One morning in Big Lick Crawley rose at dawn and stepped from the wagon with his old flintlock pistol. He was naked save for his boots. He walked a circuit around the touring wagon then squatted in the mud and shoved the pistol barrel in his mouth. It tasted of clay and bitter metal. Above him the sky swarmed with ravens, their stench fouling the air, their wingbeats deafening. He realized that it wouldn’t matter a cent if he pulled the trigger.

So he did. The powder flashed and sizzled, the rusted hammer snapping uselessly. Crawley laid the gun down and curled into a ball. Thomas Coldwater found him there hours later, whipped him awake with a Negro lash. Crawley feigned drunkenness to avoid the half-breed’s mocking questions.

They traveled together for three more years, through the Carolinas and Georgia and Alabama then back up north, the raven’s shadow ever near. They had been three days in Paducah when he was awakened by a rap on the wagon frame. He poked his head through the gate flap: a sallow, barefoot man stood beside a green-eyed girl with freckled cheeks and knotty red hair. The girl was prison pale, her hands trembling with fever, her chemise hanging like a scarecrow’s cloak.

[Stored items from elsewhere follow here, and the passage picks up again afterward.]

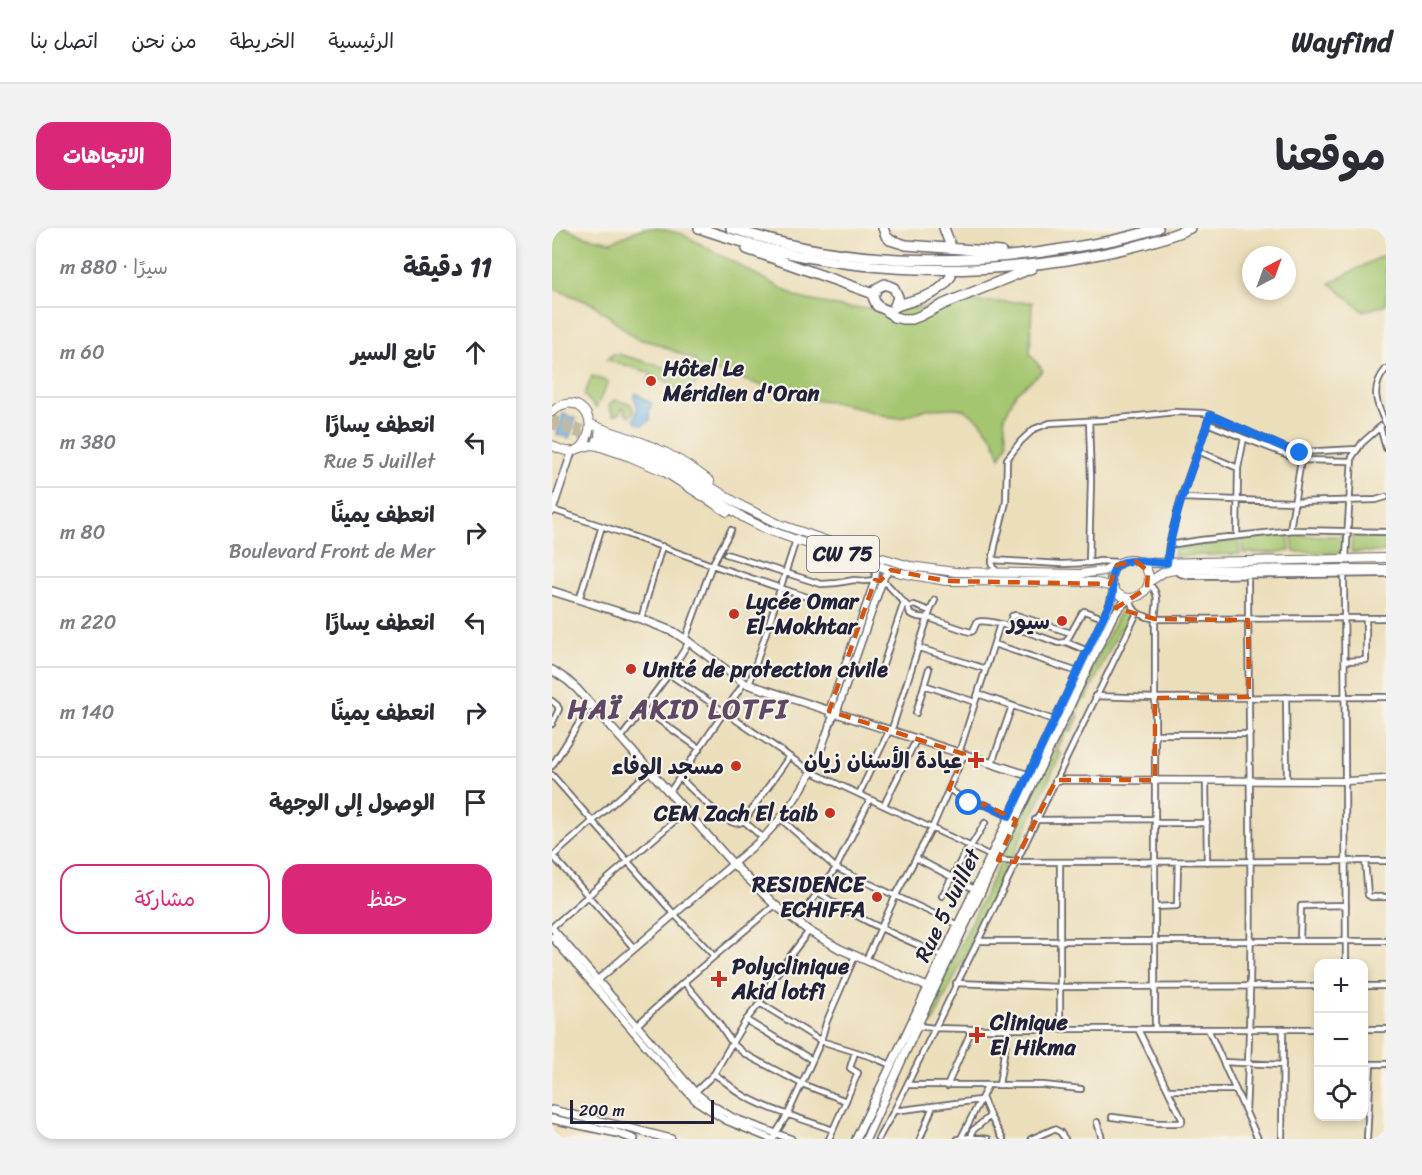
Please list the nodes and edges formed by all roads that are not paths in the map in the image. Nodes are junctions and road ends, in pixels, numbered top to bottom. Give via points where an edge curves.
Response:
1 (691, 228) edge
2 (699, 228) edge
3 (731, 228) edge
4 (884, 228) edge
5 (944, 228) edge
6 (1158, 228) edge
7 (1190, 228) edge
8 (950, 244) dead end
9 (1034, 254) junction
10 (1047, 263) junction
11 (951, 276) dead end
12 (897, 290) junction
13 (874, 294) junction
14 (915, 300) junction
15 (891, 308) junction
16 (1386, 369) edge
17 (554, 409) edge
18 (1210, 415) junction
19 (1089, 421) junction
20 (1208, 423) junction
21 (1386, 423) edge
22 (591, 424) junction
23 (1380, 427) junction
24 (1244, 438) junction
25 (552, 445) edge
26 (581, 448) junction
27 (1386, 448) edge
28 (1358, 449) junction
29 (572, 451) junction
30 (1198, 451) junction
31 (1301, 460) junction
32 (1351, 461) junction
33 (1238, 468) junction
34 (1386, 497) edge
35 (1181, 498) junction
36 (1237, 500) junction
37 (1349, 501) junction
38 (1293, 502) junction
39 (742, 506) junction
40 (552, 511) edge
41 (602, 526) junction
42 (766, 529) junction
43 (731, 530) dead end
44 (1290, 530) junction
45 (1347, 531) junction
46 (1386, 532) edge
47 (1237, 536) junction
48 (796, 540) junction
49 (1169, 545) junction
50 (662, 546) junction
51 (726, 554) dead end
52 (1346, 558) junction
53 (1386, 558) edge
54 (992, 560) junction
55 (1136, 561) junction
56 (1121, 562) junction
57 (1089, 563) junction
58 (1167, 563) junction
59 (873, 564) junction
60 (712, 566) junction
61 (1386, 569) edge
62 (891, 570) junction
63 (1175, 570) junction
64 (996, 572) junction
65 (784, 573) junction
66 (1386, 574) edge
67 (1344, 575) junction
68 (1248, 576) junction
69 (878, 581) junction
70 (1149, 583) junction
71 (1113, 587) junction
72 (780, 588) junction
73 (552, 591) edge
74 (807, 597) dead end
75 (1129, 598) junction
76 (579, 600) junction
77 (935, 600) dead end
78 (904, 602) junction
79 (908, 607) junction
80 (930, 611) junction
81 (1137, 613) junction
82 (929, 618) junction
83 (1103, 618) junction
84 (1345, 618) junction
85 (1366, 618) junction
86 (1386, 618) edge
87 (641, 619) junction
88 (1155, 619) junction
89 (1248, 620) junction
90 (1000, 624) junction
91 (1008, 627) junction
92 (1071, 633) junction
93 (687, 641) junction
94 (1066, 642) junction
95 (994, 644) junction
96 (919, 648) junction
97 (1088, 651) junction
98 (1345, 661) junction
99 (929, 669) dead end
100 (986, 669) junction
101 (552, 670) edge
102 (881, 671) dead end
103 (1078, 672) junction
104 (669, 674) junction
105 (747, 684) junction
106 (924, 685) junction
107 (978, 694) junction
108 (1095, 696) junction
109 (1250, 697) junction
110 (1286, 697) junction
111 (1155, 698) junction
112 (1345, 698) junction
113 (1386, 698) edge
114 (552, 701) edge
115 (975, 702) junction
116 (591, 704) junction
117 (1012, 706) junction
118 (643, 709) junction
119 (725, 712) junction
120 (916, 713) dead end
121 (833, 715) junction
122 (1054, 720) junction
123 (552, 724) edge
124 (890, 731) junction
125 (1155, 734) junction
126 (1250, 734) junction
127 (621, 738) junction
128 (916, 740) junction
129 (700, 749) junction
130 (961, 753) junction
131 (789, 757) junction
132 (992, 763) junction
133 (552, 766) edge
134 (650, 771) junction
135 (812, 772) junction
136 (552, 775) edge
137 (1032, 777) junction
138 (680, 778) junction
139 (1386, 779) edge
140 (1056, 780) junction
141 (1155, 780) junction
142 (1206, 780) junction
143 (1251, 780) junction
144 (1287, 780) junction
145 (1346, 781) junction
146 (949, 789) junction
147 (669, 792) junction
148 (859, 794) junction
149 (870, 799) junction
150 (884, 806) junction
151 (686, 812) junction
152 (1009, 816) junction
153 (781, 819) junction
154 (1035, 820) junction
155 (592, 821) junction
156 (744, 821) junction
157 (1155, 821) junction
158 (985, 823) dead end
159 (1207, 823) junction
160 (932, 828) junction
161 (763, 838) junction
162 (971, 846) junction
163 (553, 856) edge
164 (916, 858) junction
165 (994, 858) junction
166 (1365, 861) junction
167 (1386, 861) edge
168 (628, 862) junction
169 (1015, 862) junction
170 (1060, 862) junction
171 (1155, 862) junction
172 (1178, 862) junction
173 (1207, 862) junction
174 (1250, 862) junction
175 (1345, 862) junction
176 (733, 864) junction
177 (836, 868) junction
178 (952, 877) junction
179 (974, 889) junction
180 (818, 892) junction
181 (896, 895) junction
182 (588, 896) junction
183 (942, 896) dead end
184 (1386, 897) edge
185 (775, 905) junction
186 (1346, 905) junction
187 (1155, 907) junction
188 (674, 914) junction
189 (796, 922) junction
190 (958, 925) junction
191 (552, 927) edge
192 (881, 928) junction
193 (809, 931) junction
194 (552, 937) edge
195 (1155, 940) junction
196 (1250, 940) junction
197 (1300, 940) junction
198 (978, 941) junction
199 (1346, 941) junction
200 (1386, 941) edge
201 (1060, 942) junction
202 (634, 948) junction
203 (714, 956) junction
204 (855, 956) junction
205 (943, 956) junction
206 (1346, 959) edge
207 (866, 960) junction
208 (595, 982) junction
209 (684, 982) junction
210 (956, 983) junction
211 (1251, 986) junction
212 (1314, 986) edge
213 (1368, 986) edge
214 (1386, 986) edge
215 (1061, 987) junction
216 (1155, 987) junction
217 (932, 988) junction
218 (760, 1003) junction
219 (746, 1020) junction
220 (918, 1026) junction
221 (634, 1028) junction
222 (934, 1028) junction
223 (1155, 1028) junction
224 (972, 1029) junction
225 (1008, 1029) junction
226 (1060, 1029) junction
227 (1138, 1029) junction
228 (1208, 1029) junction
229 (1250, 1029) junction
230 (1283, 1029) junction
231 (1314, 1029) edge
232 (1368, 1029) edge
233 (1386, 1029) edge
234 (821, 1041) junction
235 (732, 1043) junction
236 (855, 1052) junction
237 (812, 1060) junction
238 (1223, 1062) junction
239 (1249, 1063) junction
240 (1386, 1064) edge
241 (891, 1065) junction
242 (1283, 1065) junction
243 (714, 1074) junction
244 (802, 1084) junction
245 (907, 1085) junction
246 (988, 1085) junction
247 (999, 1085) junction
248 (947, 1086) junction
249 (1081, 1089) dead end
250 (1168, 1090) junction
251 (1236, 1090) junction
252 (693, 1094) junction
253 (981, 1098) junction
254 (846, 1101) junction
255 (933, 1106) junction
256 (552, 1110) edge
257 (894, 1111) junction
258 (1246, 1113) junction
259 (788, 1114) junction
260 (990, 1116) junction
261 (1112, 1118) dead end
262 (552, 1119) edge
263 (1096, 1122) dead end
264 (833, 1130) junction
265 (774, 1137) edge
266 (960, 1138) edge
267 (971, 1138) edge
268 (634, 1139) edge
269 (671, 1139) edge
270 (791, 1139) edge
271 (829, 1139) edge
272 (856, 1139) edge
273 (866, 1139) edge
274 (878, 1139) edge
275 (920, 1139) edge
276 (988, 1139) edge
277 (1003, 1139) edge
278 (1031, 1139) edge
279 (1065, 1139) edge
280 (1101, 1139) edge
281 (1258, 1139) edge
282 (1282, 1139) edge
283 (1367, 1139) edge

1 - 13 highway
2 - 10 highway via 769,249 861,265 928,270
3 - 9 highway via 841,254 933,260
4 - 9 highway via 890,240 906,245
5 - 8 highway
6 - 9 highway via 1109,242
7 - 10 highway via 1101,255
10 - 15 highway via 912,319 894,317
11 - 14 highway via 933,294
12 - 13 highway via 882,285
12 - 14 highway
12 - 15 highway via 898,300
13 - 15 highway via 875,304
14 - 15 highway
16 - 21 street via 1376,389 1377,404
17 - 22 main road via 572,403 584,411
18 - 19 street via 1174,412
18 - 20 street
18 - 28 street via 1300,453
19 - 54 street via 1050,423 1034,429 1007,459 1006,502
19 - 57 street
20 - 24 street
20 - 30 street
21 - 23 street
22 - 26 main road
22 - 39 main road via 666,453
23 - 27 street
23 - 28 street
24 - 31 street
24 - 33 street
25 - 29 main road
26 - 29 main road
26 - 42 main road via 598,446 648,464 737,518
28 - 32 street
29 - 40 street
30 - 33 street
30 - 35 street
31 - 32 street
31 - 38 street
32 - 37 street
33 - 36 street
34 - 37 street
35 - 36 street
35 - 49 street
36 - 38 street
36 - 47 street
37 - 38 street
37 - 45 street
38 - 44 street
39 - 42 main road, CW 75 via 669,461 639,447 598,437 661,463
39 - 64 main road, CW 75 via 778,524 910,566
40 - 41 street
41 - 50 street
41 - 76 street
42 - 48 main road, CW 75
43 - 60 street
44 - 45 street
44 - 47 street
45 - 46 street
45 - 52 street
47 - 49 street
48 - 59 main road, CW 75
48 - 65 street
49 - 58 street
50 - 60 street
50 - 87 street
51 - 65 street
52 - 53 main road
52 - 58 main road
54 - 57 street
54 - 64 street
55 - 56 main road
55 - 58 main road
55 - 70 main road via 1148,571
56 - 57 street
56 - 64 main road, CW 75 via 1089,573
56 - 71 main road via 1112,573
59 - 62 main road, CW 75
59 - 69 street
60 - 72 street
60 - 93 street
61 - 63 main road
62 - 69 street
62 - 71 main road, CW 75 via 946,581 1093,582
63 - 68 street via 1190,576
63 - 70 main road via 1164,572
65 - 69 street via 821,584
65 - 72 street
66 - 67 street
67 - 68 street
67 - 84 street
68 - 89 street
69 - 78 street via 887,584
69 - 121 street
70 - 75 main road via 1142,595
70 - 88 street via 1156,591
71 - 75 main road
71 - 83 main road, Rue 5 Juillet
72 - 74 street
72 - 105 street
73 - 76 main road
75 - 81 street
75 - 137 main road, Rue 5 Juillet via 1112,618
76 - 87 main road
77 - 80 street
78 - 79 street
78 - 102 street
79 - 80 street via 914,605
79 - 82 street via 910,614
80 - 82 street
81 - 88 street
81 - 108 street
82 - 90 street via 970,632 981,620
82 - 96 street
83 - 92 street via 1084,611
83 - 97 main road, Rue 5 Juillet
84 - 85 street
84 - 89 street
84 - 98 street
85 - 86 street
85 - 98 street via 1366,660
87 - 93 main road
88 - 89 street
88 - 111 street
89 - 109 street
90 - 91 street
90 - 95 street
91 - 92 street via 1016,615
91 - 94 street
92 - 94 street
93 - 104 street
93 - 105 main road
94 - 97 street
95 - 100 street
95 - 103 street
96 - 100 street
96 - 124 street
97 - 103 main road, Rue 5 Juillet
98 - 112 street
99 - 106 street
100 - 107 street
101 - 116 main road
103 - 122 main road, Rue 5 Juillet
104 - 118 street
104 - 119 street
105 - 119 street
105 - 121 main road
106 - 115 street
106 - 120 street
107 - 115 street
107 - 117 street
108 - 111 street
108 - 140 street
109 - 110 street
109 - 111 street
109 - 126 street
110 - 112 street
110 - 144 street
111 - 125 street
112 - 113 street
112 - 145 street
114 - 123 street via 559,709
115 - 130 street
116 - 127 main road
116 - 133 street
117 - 122 street
117 - 132 street
118 - 127 street
118 - 129 street
119 - 129 street
119 - 131 street
121 - 124 main road
121 - 135 street
122 - 137 main road, Rue 5 Juillet
124 - 128 main road
124 - 148 street
125 - 126 street
125 - 141 street
126 - 143 street
127 - 134 main road
128 - 130 main road
128 - 150 street
129 - 138 street
130 - 132 main road
130 - 146 street
131 - 135 street
131 - 156 street
132 - 137 main road
134 - 147 main road
134 - 155 street
135 - 148 street
135 - 153 street
136 - 155 street
137 - 152 main road, Rue 5 Juillet
137 - 165 main road, Rue 5 Juillet
138 - 147 street
138 - 156 street via 726,818 736,824
139 - 145 street
140 - 141 street
140 - 154 street
141 - 142 street
141 - 157 street
142 - 143 street
142 - 159 street
143 - 144 street
143 - 174 street
144 - 145 street
145 - 175 street
146 - 152 street via 969,803 986,805
146 - 160 street
147 - 151 main road
148 - 149 street
149 - 150 street
149 - 177 street
150 - 160 street
151 - 168 street
151 - 176 main road
152 - 165 main road, Rue 5 Juillet
153 - 161 street
153 - 177 street
154 - 157 street
154 - 169 street
155 - 163 street
155 - 168 street
156 - 161 street
157 - 159 street
157 - 171 street
158 - 162 street
159 - 173 street
160 - 162 street
160 - 164 street
161 - 176 street
162 - 165 street
162 - 178 street
163 - 182 street
164 - 178 street
164 - 181 street
165 - 169 street
165 - 179 main road, Rue 5 Juillet
165 - 217 main road, Rue 5 Juillet
166 - 167 street
166 - 175 street
166 - 184 street via 1368,894
168 - 182 street
168 - 188 street
169 - 170 street
169 - 198 street
170 - 171 street
170 - 201 street
171 - 172 street
171 - 187 street
172 - 173 street
172 - 187 street via 1177,906
173 - 174 street
174 - 175 street
174 - 196 street
175 - 186 street
176 - 185 main road
176 - 188 street
177 - 180 street
177 - 181 street
178 - 179 street
178 - 183 street
179 - 190 main road, Rue 5 Juillet
180 - 189 street
180 - 192 street
181 - 190 street
181 - 192 street
182 - 191 street
182 - 202 street
185 - 189 main road
185 - 203 street
186 - 197 street via 1300,906
186 - 199 street
187 - 195 street
188 - 202 street
188 - 203 street
189 - 193 main road
190 - 205 main road, Rue 5 Juillet
191 - 208 street
192 - 205 street
192 - 207 street
193 - 204 main road
193 - 218 street via 772,980
194 - 208 street
195 - 196 street
195 - 201 street
195 - 216 street
196 - 197 street
196 - 211 street
197 - 199 street
198 - 201 street
198 - 210 street
199 - 200 street
199 - 206 street
201 - 215 street
202 - 208 street
203 - 209 street
204 - 207 main road
204 - 234 street
205 - 217 main road, Rue 5 Juillet
207 - 217 main road
208 - 221 street
209 - 221 street
209 - 235 street
210 - 215 street
210 - 222 street
211 - 212 street
211 - 216 street
211 - 229 street
213 - 214 street
215 - 216 street
215 - 226 street
216 - 223 street
217 - 220 main road, Rue 5 Juillet
217 - 241 main road, Rue 5 Juillet
218 - 219 street
218 - 234 street
219 - 235 street
219 - 237 street
220 - 222 street
220 - 273 main road, Rue 5 Juillet
221 - 252 street
222 - 224 street
222 - 245 street
223 - 227 street
223 - 228 street
224 - 225 street
224 - 248 street
225 - 226 street
225 - 247 street
226 - 227 street
227 - 250 street
228 - 229 street
228 - 238 street
229 - 230 street
229 - 239 street
230 - 231 street
230 - 242 street
232 - 233 street
234 - 236 street
234 - 237 street
235 - 243 street
235 - 244 street
236 - 241 street
236 - 254 street via 850,1068 858,1073
237 - 244 street
238 - 239 street
238 - 251 street
239 - 242 street
239 - 258 street
240 - 283 street via 1371,1064
241 - 272 main road, Rue 5 Juillet
242 - 282 street
243 - 252 street
243 - 259 street via 741,1094
244 - 254 street
244 - 259 street
245 - 248 street
245 - 257 street
246 - 247 street
246 - 248 street
246 - 253 street
247 - 249 street
250 - 251 street
250 - 261 street via 1182,1119 1180,1123
251 - 258 street
252 - 265 street
253 - 255 street
253 - 260 street
253 - 266 street
254 - 264 street
255 - 257 street
255 - 275 street
256 - 269 main road
257 - 274 street
258 - 281 street
259 - 264 street
259 - 265 street
260 - 267 street via 972,1131
260 - 277 street
262 - 268 main road
263 - 280 street
264 - 271 street
265 - 270 street
266 - 267 street
267 - 276 street
278 - 279 street via 1054,1129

The man spoke. His girl was ill in the lungs, a pneumoniac disorder. The town surgeon had bled her near empty. A slave root doctor had given her sticks to chew. Neither had helped. He needed some strong herbs. He feared she would die.

She had been so lovely, standing wide-eyed in her pink chemise, fingernails gnawed to nubs. Crawley shook Thomas Coldwater awake, asked him to mix a real remedy, a Chickasaw remedy, at any cost or trouble. The half-breed blinked at him. Finally he laughed. “No such thing as real. Stupid white coot.”

Crawley told the girl to come back that night, then set to making his own remedy. He boiled sprigs of comfrey root and tansy and elecampane, added horehound and creosote and a dollop of honey. His spirits blackened as he watched the mixture bubble. His life was lies. He knew no trade, had no particular skill save for making pleasant conversation. His Indian herbs were shit and dirt and lies, his life was lies. He added five grains of Thomas Coldwater’s opium to the thick mixture. Then he added five more grains and a slug of claret.

She returned alone that night in a mizzling rain. Crawley had clipped his beard, brushed his coat and hat and steamed his shirtfront, and for good measure combed the tails of the mangy Cleveland bays. When the girl tapped at the wagon frame his appearance caused her a moment’s confusion; then with a flourish he produced a phial.

She flushed deeply. “Please accept my sincerest apologies,” she said. “I’ve no coin to buy your remedy. I can offer you a séance in barter.”

“She peered inside me,” Crawley said. “I can’t describe it otherwise. She summoned my dead grandam in conversation, but mainly she was speaking to me. About my loneliness and fear. About my lies. She told me I’d been running up and down the country to avoid something that was chasing me. She was right.”